# Q1. Pearson correlation coefficient is a measure of the linear relationship between two variables. Suppose you have collected data on the amount of time students spend studying for an exam and their final exam scores. Calculate the Pearson correlation coefficient between these two variables and interpret the result.

To calculate the Pearson correlation coefficient (denoted as \( r \)) between the time students spend studying and their exam scores, we use the formula:

\[
r = \frac{\sum (X - \overline{X})(Y - \overline{Y})}{\sqrt{\sum (X - \overline{X})^2 \sum (Y - \overline{Y})^2}}
\]

Where:
- \( X \) is the time spent studying,
- \( Y \) is the exam score,
- \( \overline{X} \) and \( \overline{Y} \) are the means of \( X \) and \( Y \), respectively.

### Steps:
1. Compute the means \( \overline{X} \) and \( \overline{Y} \).
2. For each pair of values, calculate \( (X_i - \overline{X})(Y_i - \overline{Y}) \).
3. Sum these values.
4. Compute the square root of the sum of squared differences for both \( X \) and \( Y \).
5. Divide the result of step 3 by the product of the square roots from step 4.
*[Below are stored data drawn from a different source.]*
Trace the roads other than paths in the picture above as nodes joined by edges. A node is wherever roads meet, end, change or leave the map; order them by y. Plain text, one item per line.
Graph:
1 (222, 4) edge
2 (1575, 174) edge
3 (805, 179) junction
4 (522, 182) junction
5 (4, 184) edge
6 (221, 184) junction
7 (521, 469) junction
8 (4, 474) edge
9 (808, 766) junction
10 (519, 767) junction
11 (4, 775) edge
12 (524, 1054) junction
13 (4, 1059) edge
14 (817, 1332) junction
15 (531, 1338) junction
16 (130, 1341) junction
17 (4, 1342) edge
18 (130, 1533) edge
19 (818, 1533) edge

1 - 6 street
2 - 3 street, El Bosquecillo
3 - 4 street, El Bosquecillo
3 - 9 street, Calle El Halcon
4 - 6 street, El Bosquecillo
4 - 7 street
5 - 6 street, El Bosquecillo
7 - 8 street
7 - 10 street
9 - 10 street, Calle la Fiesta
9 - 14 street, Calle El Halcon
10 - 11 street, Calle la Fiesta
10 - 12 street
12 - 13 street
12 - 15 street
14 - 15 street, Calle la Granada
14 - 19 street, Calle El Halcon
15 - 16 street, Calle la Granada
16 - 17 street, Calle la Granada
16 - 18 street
The value of \( r \) ranges from -1 to 1:
- \( r = 1 \) indicates a perfect positive linear relationship.
- \( r = -1 \) indicates a perfect negative linear relationship.
- \( r = 0 \) indicates no linear relationship.

If the computed \( r \) is close to 1, it suggests that as study time increases, exam scores also increase in a linear fashion. If \( r \) is close to 0, it suggests little to no linear relationship between study time and exam scores.

# Q2. Spearman's rank correlation is a measure of the monotonic relationship between two variables. Suppose you have collected data on the amount of sleep individuals get each night and their overall job satisfaction level on a scale of 1 to 10. Calculate the Spearman's rank correlation between these twovariables and interpret the result.

To calculate Spearman's rank correlation coefficient (denoted as \( \rho \)) between the amount of sleep individuals get and their job satisfaction level, we follow these steps:

### Steps:
1. **Rank the data**:
   - Assign ranks to both variables (sleep time and job satisfaction). If there are ties, assign the average of the ranks to the tied values.
   
2. **Compute the differences in ranks**:
   - For each data pair, compute the difference between the ranks of the two variables, denoted as \( d_i \).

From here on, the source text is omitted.